# More random pics



## HoosierShadow (Apr 20, 2010)

Just some random stuff out with the goats in the woods yesterday...

Goat paradise









Daisy Mae giving me a funny look! <my daughters 4-H doeling> 









YUMMY!









Kid Rock Star and Mischief boer/nubian kids









Buckling <my niece named him Butterscotch hehe!>, he is the youngest of 6 kids, and is the largest at 30lbs --- dam is kiko/mix and sire is boer









more of Daisy



























Kid Rock Star is my baby, he's soooo sooooo soooo sweet! he's starting to get some width to him, especially along his chest area 









Standing at the back of our property looking back towards the goat pen/house...









Northeastern edge of our property... we just strung fence along the old fenceline on our side of that wood plank fence, and should have it all attached this week  can't wait to have this all fenced in for free roaming and no need to babysit when they are out!









Our neighbor to the north/behind us









Horse country....









Our kiko/boer doeling whom my 4yo named yesterday....MIA LOVE IT!!!









My son and Kid Rock Star being silly!









They look so amused...hehe!









Mia is such a poser!









If I can't go around...I'll go over!









All 6 of our Feb kids - born 2/23 & 2/24 - kiko/boer, kikoboer/boer, and boer/nubian









Big blonde headed boy standing to the left of the red kid is the youngest kid, I'm so happy with how big he is!
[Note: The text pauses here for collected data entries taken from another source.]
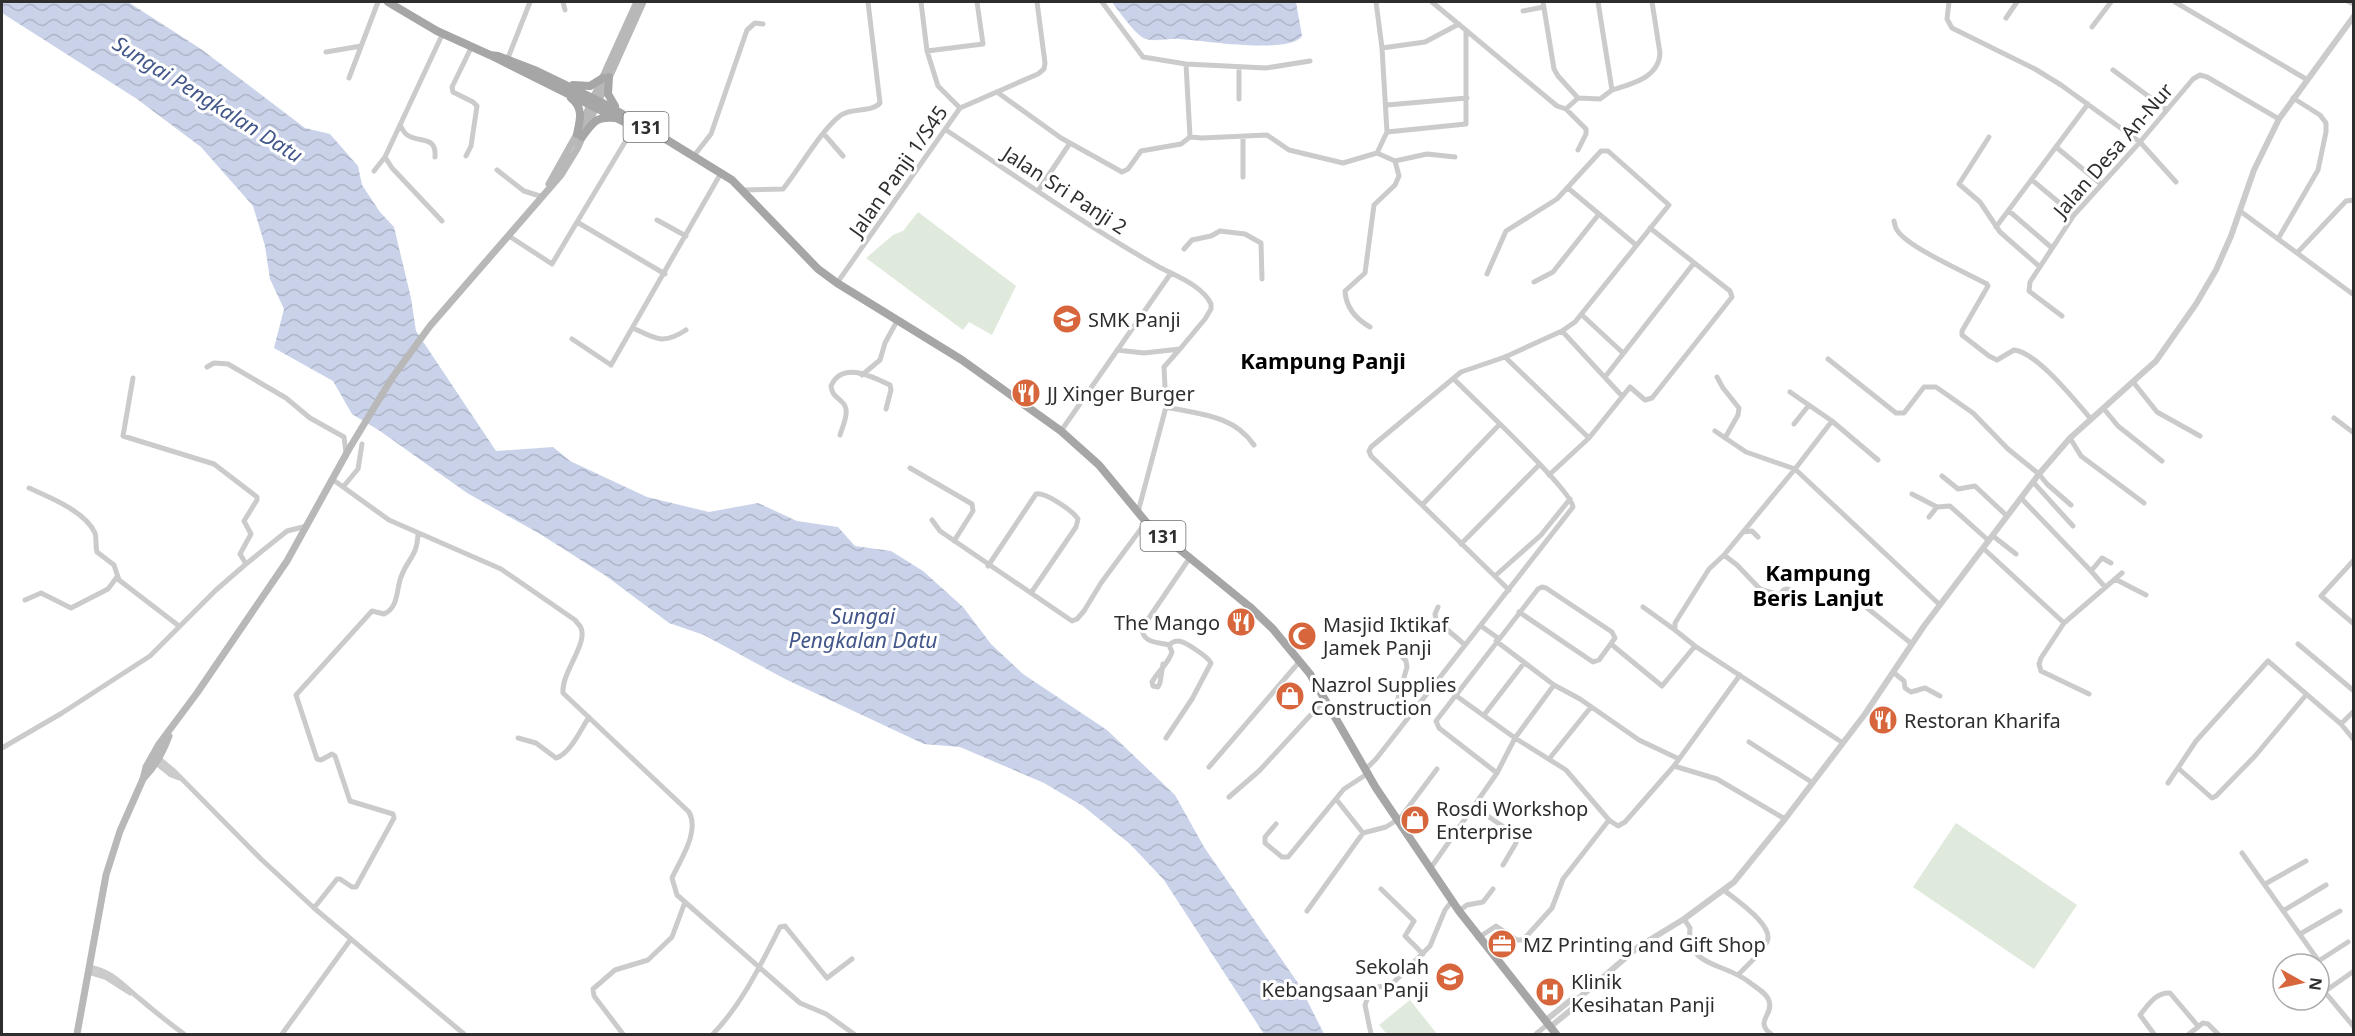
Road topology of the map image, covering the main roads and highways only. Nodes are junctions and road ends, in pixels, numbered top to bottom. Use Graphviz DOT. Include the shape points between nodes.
graph roads {
  1 [pos="388,2"];
  2 [pos="637,2"];
  3 [pos="643,2"];
  4 [pos="606,77"];
  5 [pos="560,86"];
  6 [pos="595,103"];
  7 [pos="620,115"];
  8 [pos="579,136"];
  9 [pos="693,157"];
  10 [pos="1550,1027"];
  11 [pos="77,1035"];
  1 -- 5 [label="main road, 131" via="443,33"];
  2 -- 4 [label="main road"];
  3 -- 4 [label="main road"];
  4 -- 5 [label="main road" via="590,86"];
  4 -- 6 [label="main road"];
  4 -- 7 [label="main road" via="610,102"];
  5 -- 6 [label="main road, 131"];
  5 -- 8 [label="main road" via="580,108"];
  6 -- 7 [label="main road, 131"];
  6 -- 8 [label="main road"];
  7 -- 8 [label="main road" via="599,118"];
  7 -- 9 [label="main road, 131"];
  7 -- 9 [label="main road, 131" via="634,127"];
  8 -- 11 [label="main road" via="543,197 430,326 392,378 307,526 142,780 104,881"];
  9 -- 10 [label="main road, 131" via="744,190 818,269 962,360 1061,431 1099,465 1146,522 1263,619 1300,661 1327,701 1366,772 1459,912"];
}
Mia is his twin and she's a nice size too, but def very feminine









WAIT! DON'T LEAVE US!!!!! LOL We were the stragglers still playing in the woods when everyone went back into the pen. Wish I had my good camera out there to get these, too cute!
Daisy, her twin whom we call Dude, and Kid Rock Star









I decided to go visit with my buck who was VERY frisky yesterday! 
But this expression...OMG LOL



























He's such a showoff....


















He's shedding a lot



























He's so silly...he got a lil bit too playful, and nudged my leg with his horn, first time he ever did that but he was so playful he couldn't contain himself! A tap on the nose and a warning with my hand out reminded him of his limits...
when I started to leave he was crying like a baby and giving me 'that' look 









Mischief and Kid Rock Star were playing outside his pen soaking up the sun









Madison wasn't in a posing mood...









I'm sooooo sleepy....browsing is such hard work...
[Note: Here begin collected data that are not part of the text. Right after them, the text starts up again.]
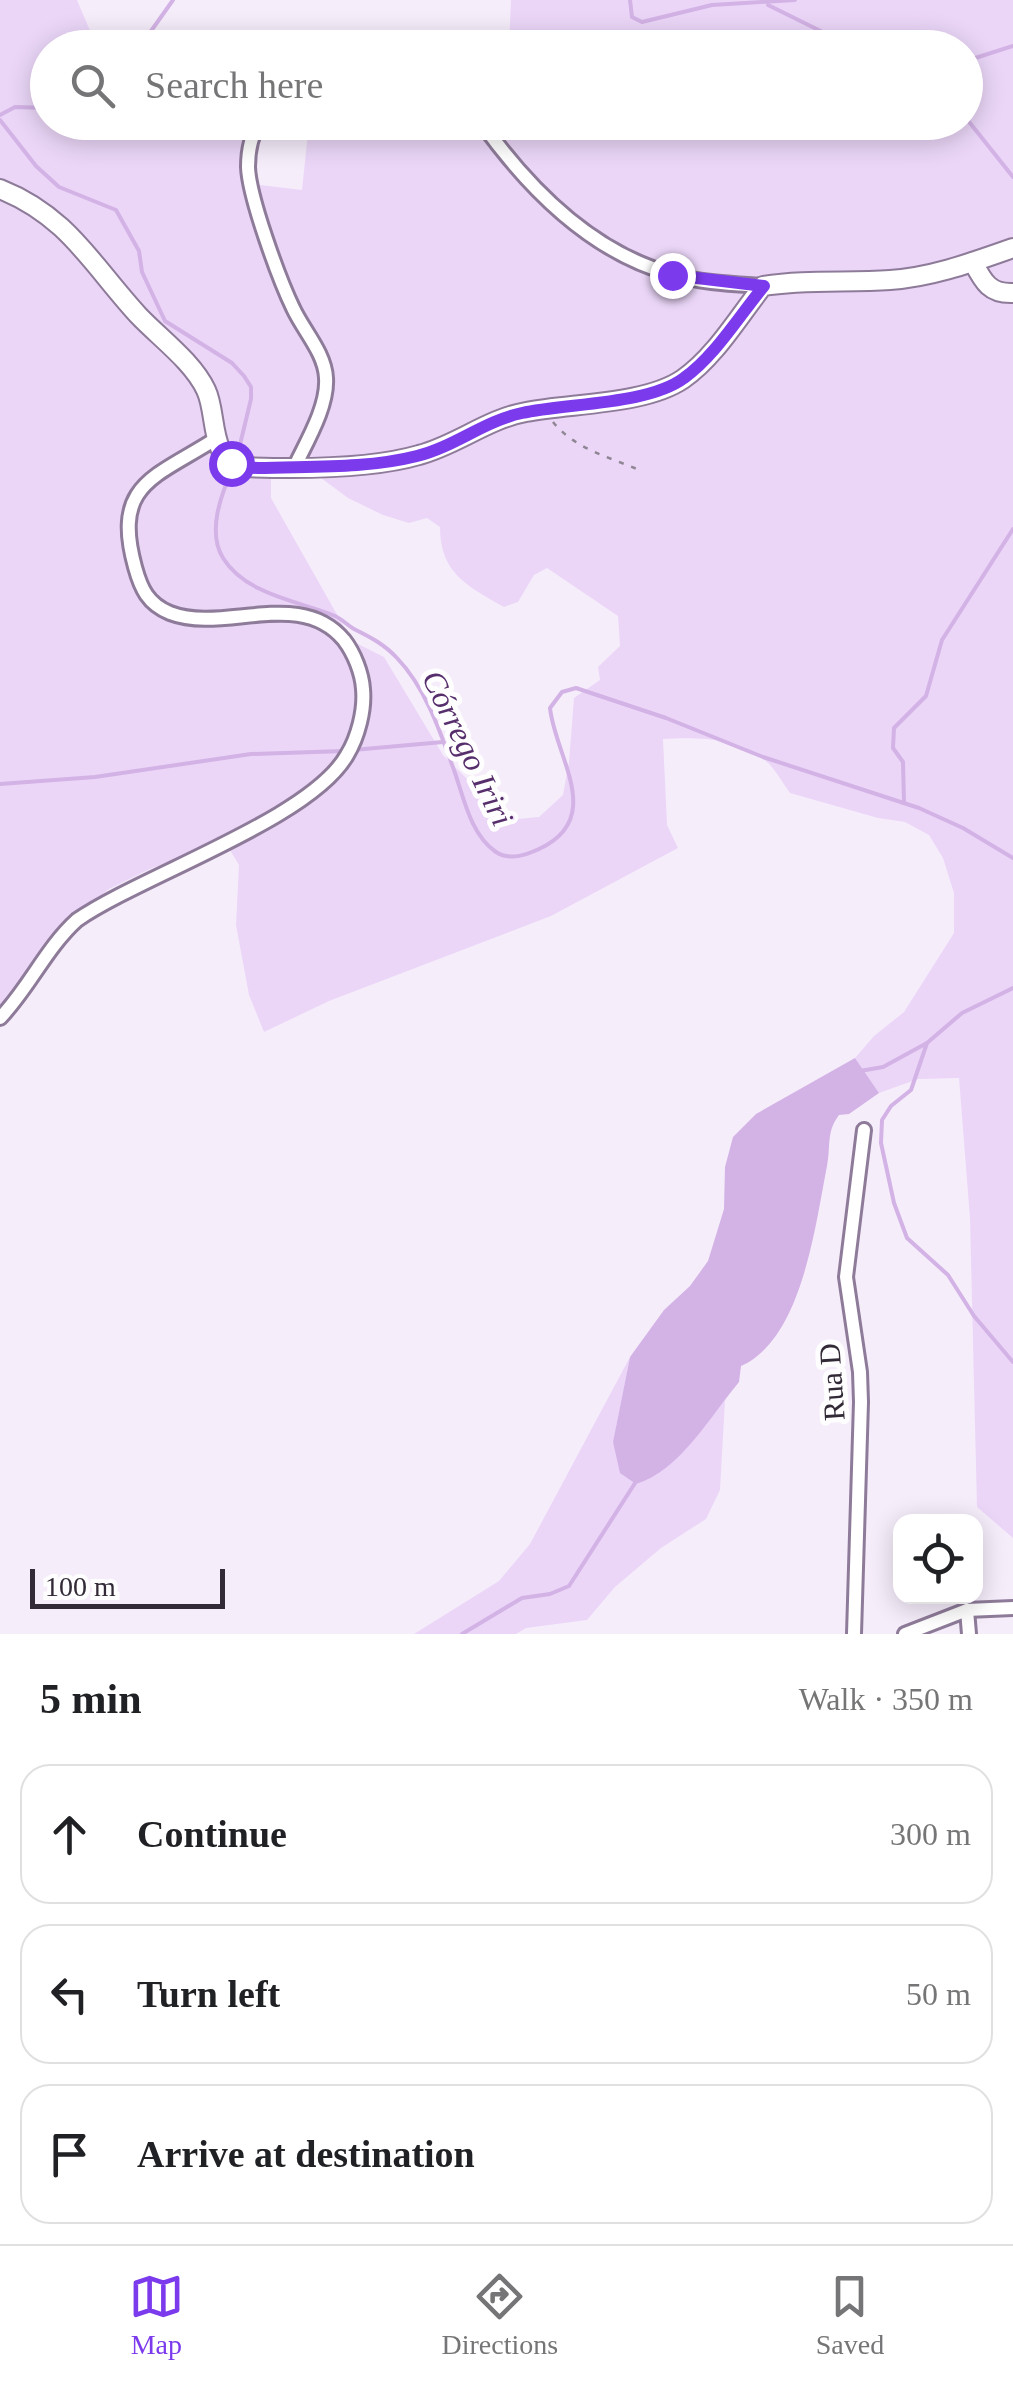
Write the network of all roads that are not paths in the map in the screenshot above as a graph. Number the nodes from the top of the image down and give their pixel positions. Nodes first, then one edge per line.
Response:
1 (252, 140) edge
2 (496, 140) edge
3 (0, 189) edge
4 (1013, 248) edge
5 (973, 262) junction
6 (764, 286) junction
7 (1013, 294) edge
8 (225, 452) junction
9 (296, 466) junction
10 (0, 1018) edge
11 (864, 1130) dead end
12 (1013, 1608) edge
13 (968, 1610) junction
14 (854, 1634) edge
15 (907, 1634) edge
16 (969, 1634) edge

1 - 9 street
2 - 6 street
3 - 8 street
4 - 5 street
5 - 6 street
5 - 7 street
6 - 9 street
8 - 9 street
8 - 10 street
11 - 14 street, Rua D
12 - 13 street
13 - 15 street
13 - 16 street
I can't figure out what's so funny? :laugh: 









okay enough for now, hehe!! Just wanted to share some pics...we had fun


----------



## cdtrum (Aug 25, 2008)

Oh.....such great, great pics! Love the ones of all the kids on the log! Do you worry that they will eat something they shouldn't in the woods? I ask this because we have lots of woods, but I have never let the boys go back there.......I would have to go with them and babysit, to far from house and lots of unfenced acrerage.


----------



## Maggie (Nov 5, 2010)

You take uch beautiful photos! I wish I had a decent camera to get some shots like that! I love all your red kids, and of course all of your others are soo adorable too


----------



## HoosierShadow (Apr 20, 2010)

Thanks so much! I use an older DSLR for the goats, usually anyway. 
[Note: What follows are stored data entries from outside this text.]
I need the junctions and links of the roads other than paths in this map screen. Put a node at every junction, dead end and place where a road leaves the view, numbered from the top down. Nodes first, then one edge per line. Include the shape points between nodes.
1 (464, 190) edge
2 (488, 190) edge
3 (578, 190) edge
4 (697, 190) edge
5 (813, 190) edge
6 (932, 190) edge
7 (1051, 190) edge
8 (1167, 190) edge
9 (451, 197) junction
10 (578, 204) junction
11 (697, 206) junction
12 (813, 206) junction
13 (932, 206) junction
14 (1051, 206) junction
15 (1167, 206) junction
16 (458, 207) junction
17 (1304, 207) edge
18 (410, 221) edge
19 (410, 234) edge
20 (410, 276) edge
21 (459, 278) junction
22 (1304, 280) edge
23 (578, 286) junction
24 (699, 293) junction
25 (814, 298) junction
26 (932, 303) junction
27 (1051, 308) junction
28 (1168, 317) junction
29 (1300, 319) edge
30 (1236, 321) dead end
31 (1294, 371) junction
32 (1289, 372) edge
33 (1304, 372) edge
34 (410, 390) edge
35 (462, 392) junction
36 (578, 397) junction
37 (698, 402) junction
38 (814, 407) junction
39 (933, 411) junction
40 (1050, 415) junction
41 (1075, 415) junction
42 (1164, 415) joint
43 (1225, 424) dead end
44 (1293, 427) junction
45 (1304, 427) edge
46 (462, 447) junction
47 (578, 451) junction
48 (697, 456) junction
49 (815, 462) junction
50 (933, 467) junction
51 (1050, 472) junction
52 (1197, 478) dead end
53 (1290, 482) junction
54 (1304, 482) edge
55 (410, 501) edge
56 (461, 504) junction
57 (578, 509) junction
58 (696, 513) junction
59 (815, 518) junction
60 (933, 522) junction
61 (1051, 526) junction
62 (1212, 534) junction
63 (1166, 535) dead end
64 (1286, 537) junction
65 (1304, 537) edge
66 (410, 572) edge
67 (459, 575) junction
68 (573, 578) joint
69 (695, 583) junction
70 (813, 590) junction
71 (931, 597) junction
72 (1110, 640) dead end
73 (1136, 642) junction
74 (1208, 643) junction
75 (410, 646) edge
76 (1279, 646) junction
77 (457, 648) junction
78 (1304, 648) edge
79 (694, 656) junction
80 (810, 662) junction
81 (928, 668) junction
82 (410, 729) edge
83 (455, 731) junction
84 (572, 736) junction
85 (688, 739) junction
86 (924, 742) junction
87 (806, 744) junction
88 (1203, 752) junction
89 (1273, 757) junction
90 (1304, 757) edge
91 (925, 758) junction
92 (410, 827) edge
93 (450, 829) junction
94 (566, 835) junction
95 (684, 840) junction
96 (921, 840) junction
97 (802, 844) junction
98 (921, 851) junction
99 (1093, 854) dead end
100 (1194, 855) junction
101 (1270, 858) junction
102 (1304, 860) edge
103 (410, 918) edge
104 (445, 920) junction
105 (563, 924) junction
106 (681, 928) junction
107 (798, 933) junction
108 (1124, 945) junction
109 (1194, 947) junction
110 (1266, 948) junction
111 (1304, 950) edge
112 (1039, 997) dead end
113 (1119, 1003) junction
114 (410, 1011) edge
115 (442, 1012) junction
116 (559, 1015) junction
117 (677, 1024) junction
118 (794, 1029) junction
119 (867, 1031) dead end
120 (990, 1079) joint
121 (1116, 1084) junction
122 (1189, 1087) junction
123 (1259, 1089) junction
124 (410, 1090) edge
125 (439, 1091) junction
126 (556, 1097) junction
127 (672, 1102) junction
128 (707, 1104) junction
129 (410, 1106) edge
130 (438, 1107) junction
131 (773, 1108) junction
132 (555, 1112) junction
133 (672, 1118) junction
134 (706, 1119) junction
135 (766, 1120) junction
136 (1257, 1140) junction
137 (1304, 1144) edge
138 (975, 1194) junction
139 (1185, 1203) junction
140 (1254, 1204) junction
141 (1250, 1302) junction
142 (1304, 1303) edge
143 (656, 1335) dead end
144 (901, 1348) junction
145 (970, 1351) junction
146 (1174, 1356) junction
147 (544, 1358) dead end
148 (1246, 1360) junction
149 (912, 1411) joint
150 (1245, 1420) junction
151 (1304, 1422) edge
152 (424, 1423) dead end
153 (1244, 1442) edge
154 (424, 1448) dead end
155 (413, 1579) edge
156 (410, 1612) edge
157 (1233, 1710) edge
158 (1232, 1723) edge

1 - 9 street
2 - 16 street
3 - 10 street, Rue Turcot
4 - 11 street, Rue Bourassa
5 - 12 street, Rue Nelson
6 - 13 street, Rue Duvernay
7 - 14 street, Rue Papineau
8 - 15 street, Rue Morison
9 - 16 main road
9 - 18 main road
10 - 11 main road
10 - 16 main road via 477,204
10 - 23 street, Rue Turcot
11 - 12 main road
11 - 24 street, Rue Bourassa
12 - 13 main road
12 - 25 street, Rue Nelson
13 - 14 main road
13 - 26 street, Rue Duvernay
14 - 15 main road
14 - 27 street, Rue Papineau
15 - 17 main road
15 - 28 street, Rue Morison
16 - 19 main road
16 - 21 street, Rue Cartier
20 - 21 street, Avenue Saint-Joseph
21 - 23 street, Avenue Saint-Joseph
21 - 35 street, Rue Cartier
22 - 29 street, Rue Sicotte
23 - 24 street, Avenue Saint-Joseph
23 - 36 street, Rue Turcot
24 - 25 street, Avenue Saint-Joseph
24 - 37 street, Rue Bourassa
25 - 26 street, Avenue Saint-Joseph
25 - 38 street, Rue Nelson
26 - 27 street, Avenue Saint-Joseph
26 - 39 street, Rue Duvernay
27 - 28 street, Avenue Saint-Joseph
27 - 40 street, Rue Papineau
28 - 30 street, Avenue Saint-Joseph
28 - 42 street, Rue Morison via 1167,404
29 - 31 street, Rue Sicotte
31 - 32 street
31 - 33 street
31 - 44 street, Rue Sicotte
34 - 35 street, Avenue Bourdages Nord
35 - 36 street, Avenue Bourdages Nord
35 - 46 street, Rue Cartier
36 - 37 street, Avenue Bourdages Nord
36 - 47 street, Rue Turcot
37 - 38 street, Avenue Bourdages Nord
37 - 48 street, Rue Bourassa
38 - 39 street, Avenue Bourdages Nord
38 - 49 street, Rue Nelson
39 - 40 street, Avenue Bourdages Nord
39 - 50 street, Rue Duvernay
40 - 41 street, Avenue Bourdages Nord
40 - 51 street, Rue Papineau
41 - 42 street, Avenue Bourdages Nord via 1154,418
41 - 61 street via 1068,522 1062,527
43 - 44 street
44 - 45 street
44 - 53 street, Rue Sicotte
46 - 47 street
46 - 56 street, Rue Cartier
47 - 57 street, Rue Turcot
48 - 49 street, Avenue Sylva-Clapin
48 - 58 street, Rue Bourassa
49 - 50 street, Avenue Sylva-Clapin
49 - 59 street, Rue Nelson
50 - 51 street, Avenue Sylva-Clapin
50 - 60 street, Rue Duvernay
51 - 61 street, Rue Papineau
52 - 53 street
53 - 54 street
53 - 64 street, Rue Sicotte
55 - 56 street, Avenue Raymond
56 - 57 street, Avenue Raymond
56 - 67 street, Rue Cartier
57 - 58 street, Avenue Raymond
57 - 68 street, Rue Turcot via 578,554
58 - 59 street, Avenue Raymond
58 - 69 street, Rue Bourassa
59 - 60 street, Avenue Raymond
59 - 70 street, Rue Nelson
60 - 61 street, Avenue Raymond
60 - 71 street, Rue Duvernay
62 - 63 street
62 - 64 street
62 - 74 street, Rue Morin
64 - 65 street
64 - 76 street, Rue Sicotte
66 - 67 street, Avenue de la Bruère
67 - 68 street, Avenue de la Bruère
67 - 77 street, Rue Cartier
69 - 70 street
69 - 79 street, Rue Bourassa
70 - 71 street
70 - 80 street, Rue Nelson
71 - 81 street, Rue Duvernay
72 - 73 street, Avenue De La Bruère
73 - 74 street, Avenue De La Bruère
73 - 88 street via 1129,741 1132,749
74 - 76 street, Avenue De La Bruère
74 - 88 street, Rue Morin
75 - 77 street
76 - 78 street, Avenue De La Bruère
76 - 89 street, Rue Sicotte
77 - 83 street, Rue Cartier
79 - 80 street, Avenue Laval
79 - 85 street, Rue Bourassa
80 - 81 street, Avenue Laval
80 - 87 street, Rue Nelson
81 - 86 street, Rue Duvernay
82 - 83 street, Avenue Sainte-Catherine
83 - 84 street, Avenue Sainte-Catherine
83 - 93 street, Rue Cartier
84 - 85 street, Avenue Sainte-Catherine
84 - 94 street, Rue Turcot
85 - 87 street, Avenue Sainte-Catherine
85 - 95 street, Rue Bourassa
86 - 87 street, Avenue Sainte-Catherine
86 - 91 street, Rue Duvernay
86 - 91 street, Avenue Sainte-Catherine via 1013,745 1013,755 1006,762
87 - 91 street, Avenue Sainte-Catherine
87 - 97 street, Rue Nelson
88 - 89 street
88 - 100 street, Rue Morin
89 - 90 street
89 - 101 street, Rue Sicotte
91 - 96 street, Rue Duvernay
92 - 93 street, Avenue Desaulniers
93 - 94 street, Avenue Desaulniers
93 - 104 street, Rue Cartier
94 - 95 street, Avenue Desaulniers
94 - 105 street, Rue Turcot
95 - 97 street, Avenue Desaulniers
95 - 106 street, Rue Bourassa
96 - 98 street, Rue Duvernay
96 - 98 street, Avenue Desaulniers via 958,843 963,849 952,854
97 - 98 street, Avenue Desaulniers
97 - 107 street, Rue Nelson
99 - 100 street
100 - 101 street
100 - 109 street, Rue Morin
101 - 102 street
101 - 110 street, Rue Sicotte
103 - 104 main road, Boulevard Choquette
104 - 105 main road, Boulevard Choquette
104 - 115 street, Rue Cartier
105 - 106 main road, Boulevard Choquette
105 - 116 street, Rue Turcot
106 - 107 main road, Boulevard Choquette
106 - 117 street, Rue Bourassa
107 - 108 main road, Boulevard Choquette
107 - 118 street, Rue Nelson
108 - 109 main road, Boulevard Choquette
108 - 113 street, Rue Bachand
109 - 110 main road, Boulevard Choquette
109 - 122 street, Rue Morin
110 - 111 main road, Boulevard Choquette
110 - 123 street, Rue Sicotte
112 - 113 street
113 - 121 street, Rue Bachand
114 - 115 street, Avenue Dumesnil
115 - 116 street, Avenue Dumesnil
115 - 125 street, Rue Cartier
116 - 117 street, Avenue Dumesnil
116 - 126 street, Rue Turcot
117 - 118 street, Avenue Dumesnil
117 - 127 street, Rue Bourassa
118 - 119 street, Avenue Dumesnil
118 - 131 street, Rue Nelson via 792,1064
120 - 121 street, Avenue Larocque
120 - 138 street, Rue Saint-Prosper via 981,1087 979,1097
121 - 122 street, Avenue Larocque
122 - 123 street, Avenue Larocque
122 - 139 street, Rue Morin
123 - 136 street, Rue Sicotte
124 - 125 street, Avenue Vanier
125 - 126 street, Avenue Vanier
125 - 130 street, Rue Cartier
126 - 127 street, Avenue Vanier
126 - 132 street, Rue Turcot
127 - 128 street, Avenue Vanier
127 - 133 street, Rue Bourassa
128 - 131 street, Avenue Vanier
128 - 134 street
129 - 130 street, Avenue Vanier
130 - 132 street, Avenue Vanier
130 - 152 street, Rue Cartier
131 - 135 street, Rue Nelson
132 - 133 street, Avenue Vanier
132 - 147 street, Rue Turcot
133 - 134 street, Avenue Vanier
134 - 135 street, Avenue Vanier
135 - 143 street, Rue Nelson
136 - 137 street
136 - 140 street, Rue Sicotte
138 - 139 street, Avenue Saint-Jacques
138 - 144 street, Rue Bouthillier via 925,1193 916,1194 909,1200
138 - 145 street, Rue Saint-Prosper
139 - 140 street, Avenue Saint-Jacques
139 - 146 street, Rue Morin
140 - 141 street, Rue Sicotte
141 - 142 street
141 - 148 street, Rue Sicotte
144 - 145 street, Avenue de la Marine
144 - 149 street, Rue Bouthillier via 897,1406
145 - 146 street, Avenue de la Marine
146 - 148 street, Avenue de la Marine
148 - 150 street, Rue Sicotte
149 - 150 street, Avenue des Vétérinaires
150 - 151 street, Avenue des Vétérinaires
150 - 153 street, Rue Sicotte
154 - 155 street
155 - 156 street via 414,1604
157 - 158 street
Denise - I have never had any problems with anyone being sick from eating browse. I think they are pretty smart about staying away from anything that might hurt them. Mostly all that is growing is those wild vines w/leaves that you see everywhere, thorn bushes, and the small trees. 
I have to babysit because fencing only goes down one side of the wooded area right now. The fencing against the wood fencing is old and breaks easy...last thing I need is kids sneaking through that fence and freaking out the horses LOL


----------



## toth boer goats (Jul 20, 2008)

Very nice...... :thumb:


----------



## milkmaid (Sep 15, 2010)

Beautiful! I really like the one of the horses through the fence - and the first one of your buck! He is so funny! :laugh: He has beautiful horns too!


----------



## RPC (Nov 6, 2009)

They all look awesome. I really like Mia she is a very feminine doe. They are all growing really well.


----------



## Amos (Oct 2, 2008)

Whoo! You always have some of the best photos! I LOVE the one with the Boer doe with the fence in the background, in the woods. Reminds me of Europe!


----------



## KatieT (Mar 20, 2011)

Wonderful! I love the ones of your buck with his ears in the air - what a funny guy!

I can't wait until things green up a bit around here and I can let my girls out into the woods - it really is a goat's paradise!


----------



## jglfainters (Jan 10, 2011)

Great pics as usual! I'm jealous of all the green and trees being stuck here in the desert and all ;-)


----------



## HoosierShadow (Apr 20, 2010)

Thanks so much! One day there was nothing in the woods, then suddenly everything was growing! There is a creek that runs through our property, and there for a few weeks it was impossible to get them to the other side because the creek was running high - when it's running normal we can just put a pallet across it for the pregnant doe/kids to cross -the others can jump. So... eventually I plan on making a bridge that we can pull back/forth as need be for them to cross  

The grass is sooooo green at many of the horse farms, so pretty! I am envious of it! Nothing like the KY Bluegrass in the spring! 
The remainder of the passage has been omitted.